Phenotypic and Genotypic diversity in Moraxella catarrhalis: Using Population Biology to Understand Antimicrobial Resistance and Pathogenesis

The global spread of antibiotic resistance is a significant and increasing threat to global human health. Challenging threats to our health include opportunistic bacteria such as Moraxella catarrhalis. These bacteria can colonise us without ever causing disease but sometimes they can lead to severe infections such as recurrent otitis media, exacerbation of pulmonary disorders and sepsis. Resistance to some antibiotics is now ubiquitous amongst strains of M. catarrhalis. There is an urgent need to understand the biology of this under-appreciated pathogen to prevent the further spread of antibiotic resistance and to develop novel preventative strategies.

The population and genomic dynamics of M. catarrhalis and their relationship with disease versus benign colonisation is poorly understood. Studies focussing on limited gene numbers such as multi-locus sequence typing (MLST) have offered some insights into the population structure of M. catarrhalis.
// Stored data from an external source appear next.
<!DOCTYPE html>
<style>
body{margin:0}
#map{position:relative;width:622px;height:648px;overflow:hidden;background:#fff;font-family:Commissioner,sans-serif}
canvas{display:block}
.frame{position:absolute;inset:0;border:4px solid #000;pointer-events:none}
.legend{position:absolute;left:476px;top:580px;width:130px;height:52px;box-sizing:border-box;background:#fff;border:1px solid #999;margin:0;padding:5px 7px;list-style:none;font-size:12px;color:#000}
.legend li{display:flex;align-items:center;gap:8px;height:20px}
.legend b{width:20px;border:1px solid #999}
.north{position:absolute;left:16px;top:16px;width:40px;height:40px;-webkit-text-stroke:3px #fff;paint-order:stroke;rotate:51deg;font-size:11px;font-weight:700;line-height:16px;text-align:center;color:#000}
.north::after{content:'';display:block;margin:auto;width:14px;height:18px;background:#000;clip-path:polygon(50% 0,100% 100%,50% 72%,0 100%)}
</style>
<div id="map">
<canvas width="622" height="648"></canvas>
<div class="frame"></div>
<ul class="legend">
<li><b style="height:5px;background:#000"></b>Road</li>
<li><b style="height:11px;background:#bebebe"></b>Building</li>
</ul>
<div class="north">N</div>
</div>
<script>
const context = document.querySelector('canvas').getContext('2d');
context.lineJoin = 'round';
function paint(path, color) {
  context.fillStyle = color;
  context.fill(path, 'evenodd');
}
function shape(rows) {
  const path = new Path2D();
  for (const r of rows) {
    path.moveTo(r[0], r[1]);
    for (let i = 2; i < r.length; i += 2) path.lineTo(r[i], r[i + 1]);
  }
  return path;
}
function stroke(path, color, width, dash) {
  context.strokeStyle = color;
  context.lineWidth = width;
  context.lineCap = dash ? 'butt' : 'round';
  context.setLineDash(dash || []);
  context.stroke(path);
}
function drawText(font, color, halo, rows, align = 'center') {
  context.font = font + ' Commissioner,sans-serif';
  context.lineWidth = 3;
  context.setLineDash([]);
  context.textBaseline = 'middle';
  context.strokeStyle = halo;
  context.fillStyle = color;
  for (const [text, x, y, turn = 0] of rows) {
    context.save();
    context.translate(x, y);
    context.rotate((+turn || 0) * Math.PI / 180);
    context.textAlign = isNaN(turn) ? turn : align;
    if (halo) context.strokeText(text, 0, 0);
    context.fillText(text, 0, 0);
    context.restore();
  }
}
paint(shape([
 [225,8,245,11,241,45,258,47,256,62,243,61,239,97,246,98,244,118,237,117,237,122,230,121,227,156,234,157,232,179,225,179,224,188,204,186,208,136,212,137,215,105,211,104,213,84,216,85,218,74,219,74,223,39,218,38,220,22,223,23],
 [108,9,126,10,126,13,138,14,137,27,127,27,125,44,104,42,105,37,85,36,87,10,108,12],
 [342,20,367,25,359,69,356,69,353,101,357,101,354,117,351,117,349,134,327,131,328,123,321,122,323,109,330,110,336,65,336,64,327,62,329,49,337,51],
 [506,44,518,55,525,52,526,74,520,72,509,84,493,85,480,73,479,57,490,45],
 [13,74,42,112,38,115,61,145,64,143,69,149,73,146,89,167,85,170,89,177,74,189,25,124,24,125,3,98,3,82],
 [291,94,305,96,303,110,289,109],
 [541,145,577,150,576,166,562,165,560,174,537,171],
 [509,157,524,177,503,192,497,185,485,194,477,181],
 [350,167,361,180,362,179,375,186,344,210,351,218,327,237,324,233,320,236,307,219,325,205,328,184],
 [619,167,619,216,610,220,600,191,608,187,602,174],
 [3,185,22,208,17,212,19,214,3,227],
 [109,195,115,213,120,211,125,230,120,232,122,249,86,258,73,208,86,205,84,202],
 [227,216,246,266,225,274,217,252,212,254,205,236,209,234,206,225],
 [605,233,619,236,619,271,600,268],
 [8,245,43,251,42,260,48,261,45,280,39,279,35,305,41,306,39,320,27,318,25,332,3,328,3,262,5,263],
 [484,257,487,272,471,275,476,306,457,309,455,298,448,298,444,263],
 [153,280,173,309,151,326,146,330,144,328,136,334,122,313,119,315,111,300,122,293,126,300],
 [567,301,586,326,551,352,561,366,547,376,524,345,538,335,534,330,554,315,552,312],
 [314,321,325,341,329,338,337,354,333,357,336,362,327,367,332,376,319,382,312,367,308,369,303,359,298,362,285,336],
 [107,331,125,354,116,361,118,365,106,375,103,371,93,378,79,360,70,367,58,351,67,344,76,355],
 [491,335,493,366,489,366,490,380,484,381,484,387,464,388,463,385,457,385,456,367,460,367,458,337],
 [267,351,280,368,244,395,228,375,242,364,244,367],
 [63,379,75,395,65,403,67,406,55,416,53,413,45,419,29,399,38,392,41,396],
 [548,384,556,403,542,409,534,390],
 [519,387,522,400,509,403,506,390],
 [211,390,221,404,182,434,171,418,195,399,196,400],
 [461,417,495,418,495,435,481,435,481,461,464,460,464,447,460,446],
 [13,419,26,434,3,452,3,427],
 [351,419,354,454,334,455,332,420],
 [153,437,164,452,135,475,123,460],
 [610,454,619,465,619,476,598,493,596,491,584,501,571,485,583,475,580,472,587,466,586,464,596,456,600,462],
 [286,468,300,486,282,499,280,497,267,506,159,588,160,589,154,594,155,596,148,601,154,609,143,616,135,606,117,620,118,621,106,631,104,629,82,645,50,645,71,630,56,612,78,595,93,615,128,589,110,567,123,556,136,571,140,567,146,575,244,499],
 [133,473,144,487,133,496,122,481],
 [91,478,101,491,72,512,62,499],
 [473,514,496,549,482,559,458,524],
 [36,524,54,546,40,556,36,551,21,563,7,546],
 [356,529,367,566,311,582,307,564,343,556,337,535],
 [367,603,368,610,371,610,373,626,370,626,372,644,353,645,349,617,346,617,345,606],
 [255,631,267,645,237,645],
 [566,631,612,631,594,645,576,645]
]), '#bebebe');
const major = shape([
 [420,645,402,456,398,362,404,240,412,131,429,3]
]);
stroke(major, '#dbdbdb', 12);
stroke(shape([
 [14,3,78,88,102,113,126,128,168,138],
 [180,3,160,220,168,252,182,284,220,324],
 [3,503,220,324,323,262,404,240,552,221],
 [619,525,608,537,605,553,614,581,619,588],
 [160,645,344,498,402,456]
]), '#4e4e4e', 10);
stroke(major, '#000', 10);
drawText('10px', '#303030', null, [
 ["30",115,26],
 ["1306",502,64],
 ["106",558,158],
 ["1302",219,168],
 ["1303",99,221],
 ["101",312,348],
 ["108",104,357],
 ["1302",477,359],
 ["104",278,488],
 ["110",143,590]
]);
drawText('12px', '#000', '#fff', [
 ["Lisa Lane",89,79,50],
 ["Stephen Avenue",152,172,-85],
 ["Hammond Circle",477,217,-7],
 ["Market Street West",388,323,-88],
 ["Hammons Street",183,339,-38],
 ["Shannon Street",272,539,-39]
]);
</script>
However, genetic plasticity may allow these bacteria to generate a range of phenotypes though gene phasing and recombination, the fittest of which can be selected for in vivo, facilitating rapid adaptation within the different mucosal niches infected by these bacteria.

This PhD aims to profile the antibiotic resistance of M. catarrhalis isolates from distinct sites of isolation and disease states and study the genomic and virulence related phenotype of these isolates. Linkage of these traits to the dynamics of infection transmission will be examined through bioinformatic approaches.

The successful candidate will determine the presence of key virulence factors by distinct immunoassays and proteomics, as well as infect cell lines mimicking in vivo conditions with a diverse range of clinical isolates. Minimal inhibitory concentrations (MICs) for clinically relevant antibiotics will be assayed. For each isolate the MLST-type will be determined. Representative isolates from around the MLST dendrogram will have their genome sequenced and analysed, additionally any associated plasmids will be identified. Finally, data for MIC, virulence factor presence genomic diversity and cell line infectivity will inform models to investigate potential evolutionary mechanisms of action. The outcomes are of translational importance: we will improve understanding of in vivo selection in relation to antimicrobial susceptibility and virulence. In addition, we will identify if niche specificity is an important consideration for bacterial phenotypes that may then be utilised in using antimicrobials. Overall, this project will provide multi-discipline training and improve our understanding of Moraxella population biology.